I think the lint tool is good. This is the first time I know hadolint 👍
It helps create a good standard docker file in the CI step. If you can show the error output when the lint is failed in GitHub action, it would be nice. And I wonder if the lint can run in multiple files in parallel without fail-fast and report in the last step to save time.

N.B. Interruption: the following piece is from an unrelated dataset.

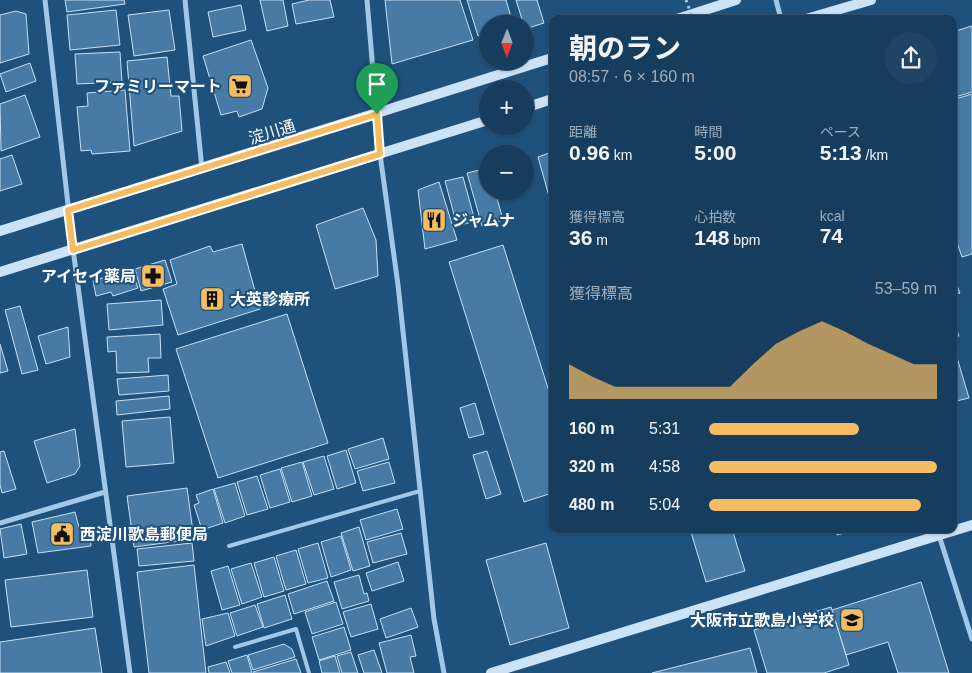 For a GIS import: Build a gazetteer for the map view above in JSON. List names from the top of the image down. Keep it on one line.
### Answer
{"streets":{"street":["淀川通"]},"places":{"supermarket":["ファミリーマート"],"restaurant":["ジャムナ"],"pharmacy":["アイセイ薬局"],"building":["大英診療所"],"public building":["西淀川歌島郵便局"],"school or university":["大阪市立歌島小学校"]},"north":"bottom","page":{"map_buttons":["+","−"],"heading":["朝のラン","08:57 · 6 × 160 m"],"stats":[["距離","0.96 km"],["時間","5:00"],["ペース","5:13 /km"],["獲得標高","36 m"],["心拍数","148 bpm"],["kcal","74"]],"chart":["獲得標高","53–59 m"],"list":[{"name":"160 m","note":"5:31"},{"name":"320 m","note":"4:58"},{"name":"480 m","note":"5:04"}]}}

Current lint steps if fail, it will be one by one then it will be annoying when fix one file, commit & push, then wait then fail again.

However, I think it is good practice if, in the local dev environment, we can integrate some plugins into IDE (vscode or intellij or pre-commit hook) to make linter more verbose to the developer

yea I've integrated hadolint into pre-commit hook on my local. but I'm using npm's pre-commit 😅
not sure wether it's ok to commit this npm's package.json to this repo lol

Hi @zero88 sorry for the late reply, yea make sense about making it output the error and running in parallel!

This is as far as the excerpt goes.